Continuamos nuestro pausado regreso parando en Tarifa, que está desde Zahara de los Atunes a unos 45 minutos en coche. Aparcamos en el puerto, frente al Castillo de Guzmán el Bueno. Cruzamos en dirección al Paseo de la Alameda, con el Teatro Municipal al fondo, y giramos hacia el Mercado Municipal y la Calle Colón por donde comenzamos a dejarnos llevar por sus callejuelas encaladas de blanco, con geranios y buganvillas trepadoras de vivos colores  en las fachadas de las viviendas. El cielo limpio de nubes acentuaba el contraste de colores.

Empezamos a ver a muchas personas vestidas de nazarenos.

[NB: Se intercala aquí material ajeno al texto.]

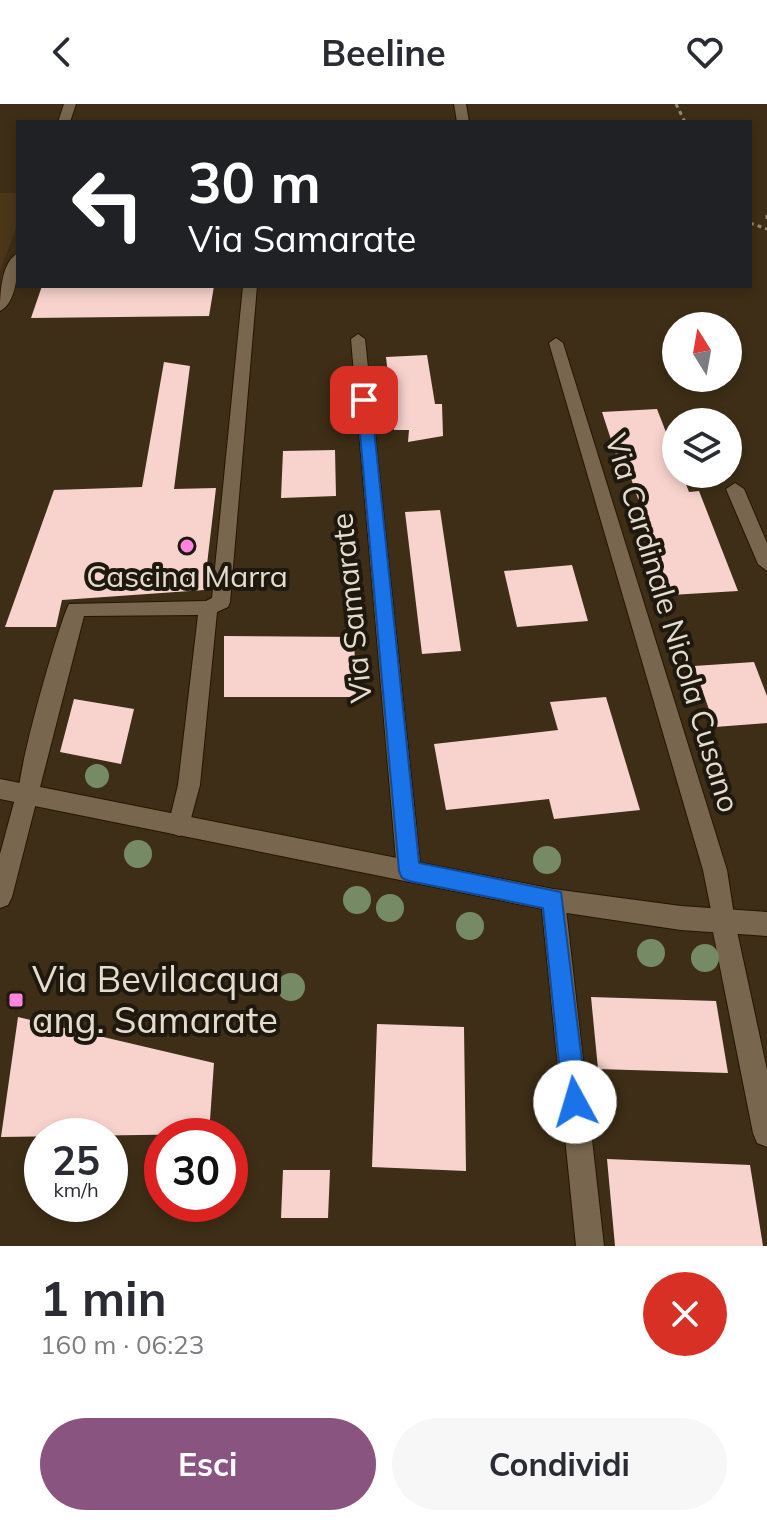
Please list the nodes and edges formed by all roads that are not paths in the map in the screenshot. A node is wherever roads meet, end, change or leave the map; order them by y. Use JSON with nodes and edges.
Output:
{"nodes":[{"id":1,"x":16,"y":263,"type":"edge"},
{"id":2,"x":250,"y":288,"type":"edge"},
{"id":3,"x":0,"y":307,"type":"edge"},
{"id":4,"x":358,"y":339,"type":"dead end"},
{"id":5,"x":556,"y":343,"type":"dead end"},
{"id":6,"x":735,"y":489,"type":"dead end"},
{"id":7,"x":767,"y":564,"type":"edge"},
{"id":8,"x":208,"y":608,"type":"junction"},
{"id":9,"x":0,"y":789,"type":"edge"},
{"id":10,"x":27,"y":795,"type":"junction"},
{"id":11,"x":179,"y":826,"type":"junction"},
{"id":12,"x":409,"y":871,"type":"junction"},
{"id":13,"x":0,"y":897,"type":"edge"},
{"id":14,"x":553,"y":900,"type":"junction"},
{"id":15,"x":723,"y":922,"type":"junction"},
{"id":16,"x":767,"y":924,"type":"edge"},
{"id":17,"x":767,"y":1133,"type":"edge"},
{"id":18,"x":590,"y":1246,"type":"edge"}],
"edges":[{"from":1,"to":3,"type":"street"},
{"from":2,"to":8,"type":"street"},
{"from":4,"to":12,"type":"street","name":"Via Samarate"},
{"from":5,"to":15,"type":"street","name":"Via Cardinale Nicola Cusano"},
{"from":6,"to":7,"type":"street"},
{"from":8,"to":10,"type":"street"},
{"from":8,"to":11,"type":"street"},
{"from":9,"to":10,"type":"street"},
{"from":10,"to":11,"type":"street"},
{"from":10,"to":13,"type":"street"},
{"from":11,"to":12,"type":"street"},
{"from":12,"to":14,"type":"street"},
{"from":14,"to":15,"type":"street"},
{"from":14,"to":18,"type":"street"},
{"from":15,"to":16,"type":"street"},
{"from":15,"to":17,"type":"street"}]}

No sabíamos si acababa de terminar una procesión o es que próximamente iba a comenzar alguna.  Seguimos caminando como una pelota que flota en el agua, algo a la deriva, como un paseo de descubrimiento, hasta que vimos a lo lejos una iglesia, la Iglesia de San Mateo Apóstol, del siglo XVI, de fachada barroca. No pudimos entrar a visitarla, porque desde allí estaba a punto de iniciar una procesión. Decidimos rodearla y recorrer otra parte de la ciudad que no conociéramos. Con la inquieta curiosidad que lleva al descubrimiento de algo nuevo. 

Abandonamos el centro de Tarifa bajo el arco de piedra en medio de las torres almenadas de la Puerta de Jerez, y bajamos en dirección a la playa. Una playa amplia donde normalmente el viento sacude fuerte pero que en esa tarde apenas movía una brizna de hierba. Buscamos una terraza donde tomar un helado, y en mi caso un café, porque por delante, de vuelta a casa, quedaban casi dos horas de carretera. Poca cosa.